=== Listed records ===

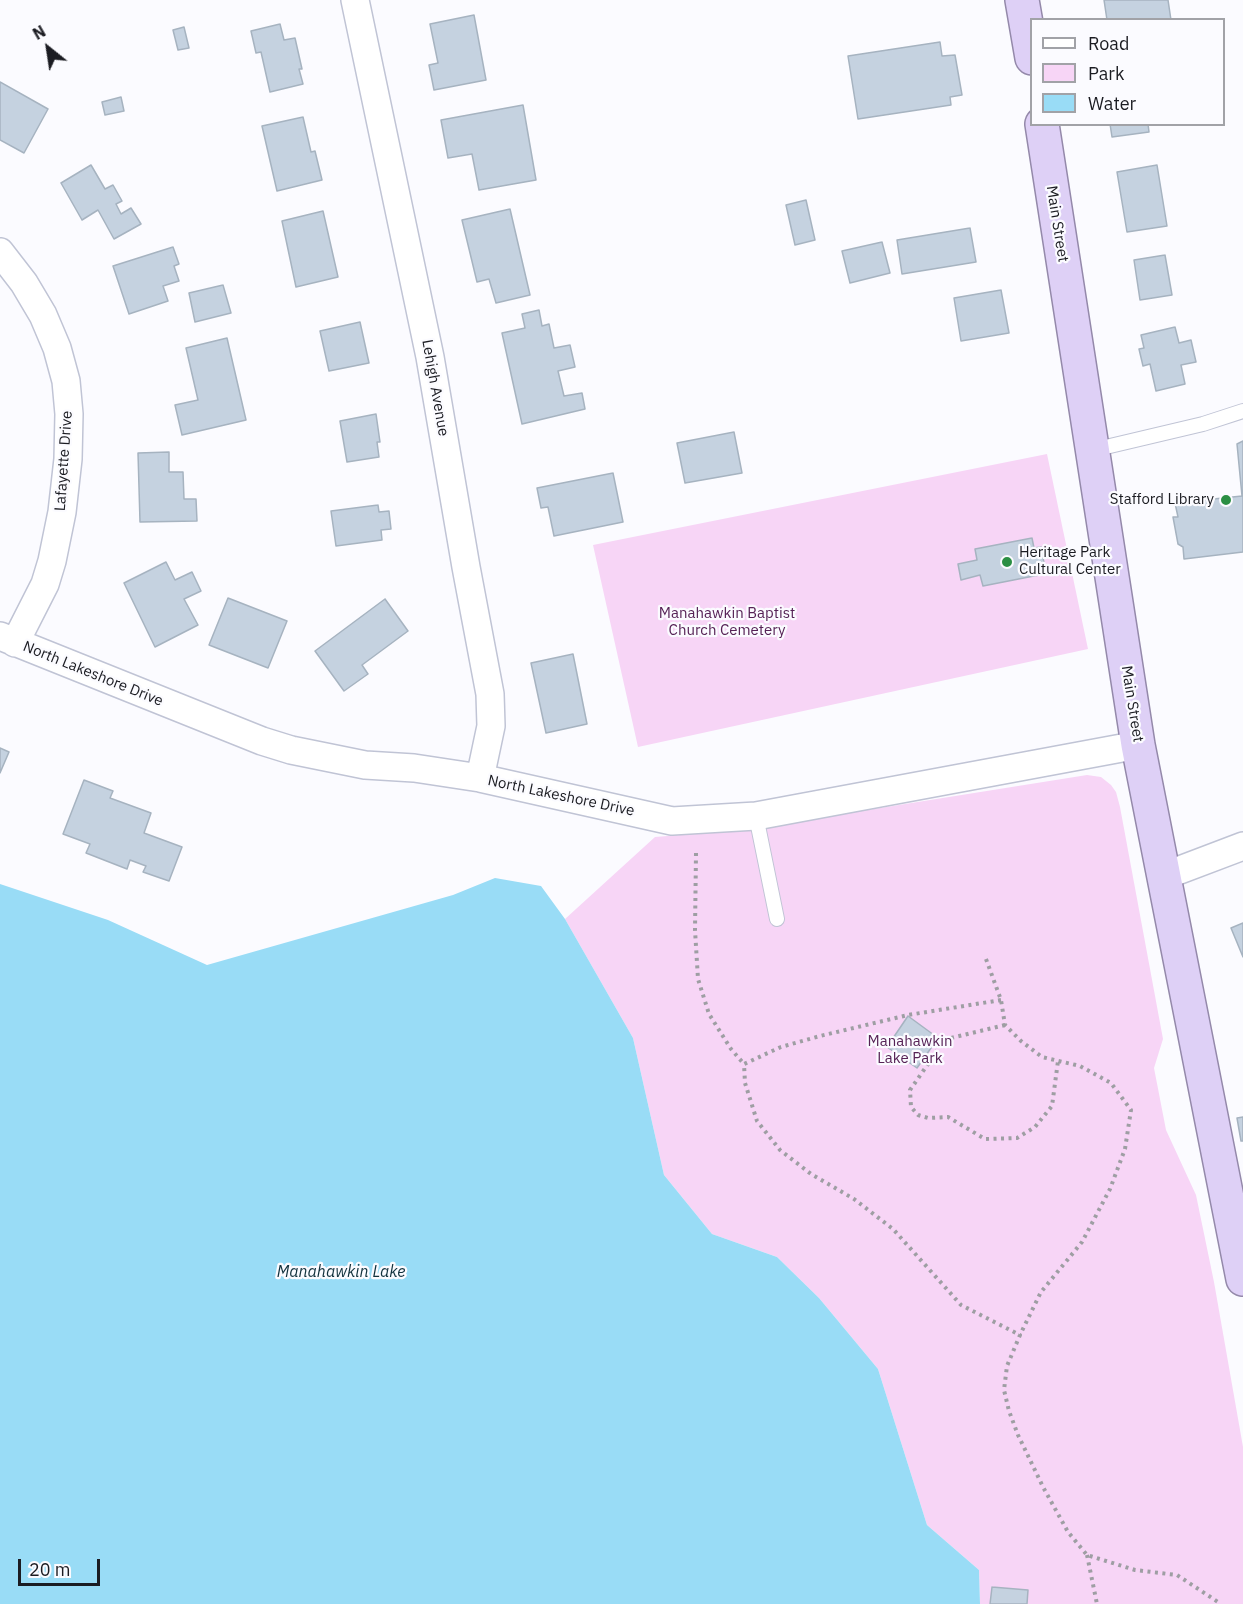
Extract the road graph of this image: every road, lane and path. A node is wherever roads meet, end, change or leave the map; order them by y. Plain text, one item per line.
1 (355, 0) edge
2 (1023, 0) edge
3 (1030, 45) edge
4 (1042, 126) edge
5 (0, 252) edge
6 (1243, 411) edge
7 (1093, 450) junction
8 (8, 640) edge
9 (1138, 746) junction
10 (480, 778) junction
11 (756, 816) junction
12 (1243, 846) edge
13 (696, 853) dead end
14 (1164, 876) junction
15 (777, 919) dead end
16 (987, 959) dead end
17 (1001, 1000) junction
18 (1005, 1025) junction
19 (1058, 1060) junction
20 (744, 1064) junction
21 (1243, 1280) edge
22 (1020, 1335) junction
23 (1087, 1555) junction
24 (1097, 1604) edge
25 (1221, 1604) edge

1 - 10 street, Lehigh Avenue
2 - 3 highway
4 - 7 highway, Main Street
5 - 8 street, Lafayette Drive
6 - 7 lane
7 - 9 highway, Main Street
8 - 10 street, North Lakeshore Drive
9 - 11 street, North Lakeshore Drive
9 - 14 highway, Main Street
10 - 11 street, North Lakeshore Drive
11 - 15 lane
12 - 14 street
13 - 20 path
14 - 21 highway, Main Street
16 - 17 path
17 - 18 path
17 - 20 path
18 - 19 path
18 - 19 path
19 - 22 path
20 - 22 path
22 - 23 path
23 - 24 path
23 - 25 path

===

#### What the exercise asks:
Count the lines above holding "junction". Give only the number.

#### Solution to this problem:
11